そこでマルコムXはわずか30分という時間の中でネーション・オブ・イスラムのメンバー50人を招集させ、警察署の前でジョンソンをまず病院に連れて治療をさせるよう要求します。

最終的にジョンソンは一命をとりとめ、その後彼は全くの無罪だったことが証明されました。

 

この事件によってマルコムXは周りの信頼や知名度を上げていくことになります。

 

脱退からメッカ巡礼

出典:MALCOLM X IN MECCA 1964 A MOMENT IN HISTORY

 

しかしそんなマルコムXもネーション・オブ・イスラムを脱退することになります。

というのも、教団の重要人物でありマルコムを入信させるキッカケを作った「イライジャ・ムハンマド」という人物が少女を強姦し、子供を生ませていたことが判明します。

 

これに憤りを感じたマルコムXでしたが、このへんからマルコムXと教団のメンバーとも仲が悪くなっていきした。

1963年には教団のメンバーがマルコムを暗殺しようと試みますが失敗に終わります。

 

翌年1964年にマルコムXはキング牧師と最初で最後の対面し、同年イスラムの聖地であるメッカに巡礼します。

その際に世界各地から色々な人種の人がメッカに訪れ、同じ儀式に参加する様子を生で見て感銘を受けたと言われています。

 

帰国後マルコムXはアフリカ系アメリカ人統一機構(Organization of Afro-American Unity)という組織を作り、ネーション・オブ・イスラムも脱退します。

 

暗殺とその動機

 

出典:https://ameblo.jp/123hiro/entry-12370719857.html

 

ネーション・オブ・イスラムをついに脱退したマルコムXですが、この頃になるとマルコムXは護衛なしでは外には出ないようになりました。

上の写真はマルコムが銃を片手に窓から外を凝視している姿を「Life」という雑誌が撮ったものです。

 

この頃になると家族や自分宛に脅迫状や殺害予告が頻繁に届くようになり、マルコムも自己防衛を徹底していました。

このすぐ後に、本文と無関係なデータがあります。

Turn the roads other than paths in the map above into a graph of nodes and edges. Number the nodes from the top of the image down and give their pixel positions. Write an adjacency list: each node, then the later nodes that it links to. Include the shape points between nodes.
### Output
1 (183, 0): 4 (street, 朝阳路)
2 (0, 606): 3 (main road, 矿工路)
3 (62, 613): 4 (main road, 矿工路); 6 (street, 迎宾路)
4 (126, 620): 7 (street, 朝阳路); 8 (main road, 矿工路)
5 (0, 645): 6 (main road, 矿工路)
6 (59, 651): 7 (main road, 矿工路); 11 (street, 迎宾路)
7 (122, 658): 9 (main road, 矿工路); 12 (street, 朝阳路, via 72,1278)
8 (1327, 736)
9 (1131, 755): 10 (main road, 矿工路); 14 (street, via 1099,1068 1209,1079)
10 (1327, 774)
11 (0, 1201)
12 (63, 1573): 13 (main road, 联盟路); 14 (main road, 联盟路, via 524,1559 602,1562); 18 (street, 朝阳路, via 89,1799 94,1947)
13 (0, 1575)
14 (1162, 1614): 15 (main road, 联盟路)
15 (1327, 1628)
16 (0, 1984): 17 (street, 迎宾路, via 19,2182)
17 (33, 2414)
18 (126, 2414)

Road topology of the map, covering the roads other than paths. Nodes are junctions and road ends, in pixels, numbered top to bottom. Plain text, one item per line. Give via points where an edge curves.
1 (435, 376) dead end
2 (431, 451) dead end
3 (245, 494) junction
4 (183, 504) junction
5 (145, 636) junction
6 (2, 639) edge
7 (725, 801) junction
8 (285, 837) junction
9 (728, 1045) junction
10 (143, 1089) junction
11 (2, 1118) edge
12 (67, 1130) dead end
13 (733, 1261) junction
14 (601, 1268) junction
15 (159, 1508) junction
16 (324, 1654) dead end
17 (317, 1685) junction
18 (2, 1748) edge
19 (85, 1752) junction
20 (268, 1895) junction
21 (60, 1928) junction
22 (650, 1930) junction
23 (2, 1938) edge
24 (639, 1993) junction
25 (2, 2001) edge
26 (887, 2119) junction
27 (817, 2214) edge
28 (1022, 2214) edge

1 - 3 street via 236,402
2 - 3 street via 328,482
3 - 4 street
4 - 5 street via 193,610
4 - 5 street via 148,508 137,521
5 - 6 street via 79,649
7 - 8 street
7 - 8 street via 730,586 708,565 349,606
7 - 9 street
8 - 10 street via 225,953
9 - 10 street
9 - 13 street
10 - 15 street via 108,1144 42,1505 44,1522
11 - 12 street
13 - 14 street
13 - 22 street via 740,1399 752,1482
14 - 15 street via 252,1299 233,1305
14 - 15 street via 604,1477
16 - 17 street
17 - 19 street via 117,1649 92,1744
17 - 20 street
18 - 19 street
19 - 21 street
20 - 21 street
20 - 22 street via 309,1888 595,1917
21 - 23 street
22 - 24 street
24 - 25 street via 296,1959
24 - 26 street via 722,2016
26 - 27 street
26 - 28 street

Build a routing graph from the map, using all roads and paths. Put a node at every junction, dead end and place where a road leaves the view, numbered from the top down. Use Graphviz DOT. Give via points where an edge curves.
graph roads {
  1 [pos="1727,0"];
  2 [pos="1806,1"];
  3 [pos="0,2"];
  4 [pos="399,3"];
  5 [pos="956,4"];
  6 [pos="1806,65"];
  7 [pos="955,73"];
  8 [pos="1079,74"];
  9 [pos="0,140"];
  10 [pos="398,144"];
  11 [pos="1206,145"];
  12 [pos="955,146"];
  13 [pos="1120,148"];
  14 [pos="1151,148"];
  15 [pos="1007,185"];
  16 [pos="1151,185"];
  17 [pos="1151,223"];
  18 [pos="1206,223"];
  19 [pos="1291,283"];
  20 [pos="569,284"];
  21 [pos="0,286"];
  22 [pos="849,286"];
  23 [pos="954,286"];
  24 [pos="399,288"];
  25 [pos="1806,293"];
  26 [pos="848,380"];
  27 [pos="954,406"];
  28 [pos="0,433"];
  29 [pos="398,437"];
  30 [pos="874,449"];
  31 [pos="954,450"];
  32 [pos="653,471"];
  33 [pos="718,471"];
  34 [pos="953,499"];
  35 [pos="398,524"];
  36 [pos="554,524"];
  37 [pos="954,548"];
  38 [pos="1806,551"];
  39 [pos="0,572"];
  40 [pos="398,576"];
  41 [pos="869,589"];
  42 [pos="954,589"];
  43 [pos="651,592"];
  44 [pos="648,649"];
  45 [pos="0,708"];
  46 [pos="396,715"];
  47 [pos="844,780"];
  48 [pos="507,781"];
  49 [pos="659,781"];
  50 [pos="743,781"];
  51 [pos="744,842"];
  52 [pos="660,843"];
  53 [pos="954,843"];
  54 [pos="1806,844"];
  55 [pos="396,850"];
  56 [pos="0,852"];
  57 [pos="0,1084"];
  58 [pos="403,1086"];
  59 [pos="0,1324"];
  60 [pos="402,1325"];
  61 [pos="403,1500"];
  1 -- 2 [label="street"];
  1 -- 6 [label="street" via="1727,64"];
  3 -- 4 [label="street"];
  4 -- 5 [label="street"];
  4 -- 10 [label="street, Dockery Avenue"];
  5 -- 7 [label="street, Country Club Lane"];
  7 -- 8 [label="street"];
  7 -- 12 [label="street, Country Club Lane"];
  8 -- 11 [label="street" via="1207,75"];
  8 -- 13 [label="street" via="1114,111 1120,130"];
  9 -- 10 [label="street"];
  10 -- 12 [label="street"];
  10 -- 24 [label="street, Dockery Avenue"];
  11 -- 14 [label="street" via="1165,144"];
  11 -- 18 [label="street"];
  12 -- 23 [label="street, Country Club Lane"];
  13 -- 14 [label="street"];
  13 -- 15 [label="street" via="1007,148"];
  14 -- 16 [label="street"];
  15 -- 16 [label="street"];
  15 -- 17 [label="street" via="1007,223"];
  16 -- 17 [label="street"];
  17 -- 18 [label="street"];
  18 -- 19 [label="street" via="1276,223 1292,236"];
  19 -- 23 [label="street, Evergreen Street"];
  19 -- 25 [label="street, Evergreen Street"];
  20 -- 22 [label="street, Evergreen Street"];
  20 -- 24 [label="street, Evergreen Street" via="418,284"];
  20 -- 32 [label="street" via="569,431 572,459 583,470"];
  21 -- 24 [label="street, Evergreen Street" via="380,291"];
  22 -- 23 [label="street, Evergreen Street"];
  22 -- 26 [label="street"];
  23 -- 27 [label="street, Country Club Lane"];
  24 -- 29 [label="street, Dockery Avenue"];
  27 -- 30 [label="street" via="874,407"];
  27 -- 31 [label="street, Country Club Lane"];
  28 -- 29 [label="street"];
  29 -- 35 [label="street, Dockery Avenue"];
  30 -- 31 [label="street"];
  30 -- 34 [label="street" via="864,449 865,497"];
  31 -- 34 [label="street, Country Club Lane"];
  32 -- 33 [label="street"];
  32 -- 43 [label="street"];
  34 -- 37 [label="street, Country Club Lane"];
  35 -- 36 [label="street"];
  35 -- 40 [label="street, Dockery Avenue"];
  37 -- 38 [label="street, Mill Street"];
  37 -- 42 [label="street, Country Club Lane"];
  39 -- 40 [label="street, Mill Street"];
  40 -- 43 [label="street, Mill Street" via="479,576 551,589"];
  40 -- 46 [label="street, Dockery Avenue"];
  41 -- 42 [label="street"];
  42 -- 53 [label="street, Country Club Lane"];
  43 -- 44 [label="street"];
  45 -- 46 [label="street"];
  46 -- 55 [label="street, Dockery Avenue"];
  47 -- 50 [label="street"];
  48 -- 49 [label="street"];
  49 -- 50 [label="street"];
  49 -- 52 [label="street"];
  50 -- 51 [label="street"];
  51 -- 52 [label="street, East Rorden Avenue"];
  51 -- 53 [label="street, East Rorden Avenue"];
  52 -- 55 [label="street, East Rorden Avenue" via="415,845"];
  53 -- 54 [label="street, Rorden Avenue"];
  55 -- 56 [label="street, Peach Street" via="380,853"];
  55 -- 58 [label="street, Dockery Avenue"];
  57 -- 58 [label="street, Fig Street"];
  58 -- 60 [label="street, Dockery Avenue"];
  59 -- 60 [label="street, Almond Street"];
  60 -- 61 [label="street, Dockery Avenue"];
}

しかし1965年2月のマンハッタンでのスピーチ中にて、教団メンバーにより銃殺されてしまいます。

 

暗殺犯は捕まり、第一級殺人で有罪判決がくだされますが、動機は「マルコムがネーション・オブ・イスラムを裏切ったから」ということになっています。

しかし実際には「それ本当?」という疑問が残っているのも現実です。

 

マルコムXも生前、「俺の命を狙っているのは教団だけでなく、FBIやCIAも協力しているのではないか」と言っています。

真実は今もわからないままです。

 

マルコムXは偉人です

 

ということで、本記事では「マルコムXの偉人伝」ということでご紹介していきました。

冒頭でも書いてあるように、キング牧師は日本でもわりと知られていますが、マルコムXは知っている人も少ないかもしれませんね。

 

非暴力で「自由と平等」を訴えたキング牧師とは対照的で、「アメリカには黒人の権利はない⇨アメリカの黒人はアフリカに帰るべきだ」と訴えたのがマルコムXでした。

「自衛のための暴力はOK」と言っていたマルコムXですが、黒人の自由と平等を訴える中で、実際に暴動行為に出たことは一度もありませんでした。

 

今でもアメリカのアフリカ系アメリカ人の中ではマルコムXは英雄ですが、中にはマルコムXが言っていたことを「勘違い」して「黒人の暴力行為」を奨励している方も中にはいます。

「アメリカには今でも警察官の黒人に対する接し方がひどい」と上でも書きましたが、逆にそれに対する「黒人の暴動」「行き過ぎたデモ」も問題になっているのも事実です。

 

マルコムXやキング牧師が生きた時代の60年前の時代に戻っている気もしますが、今のアメリカを見たら彼らがなにを思うのでしょうか。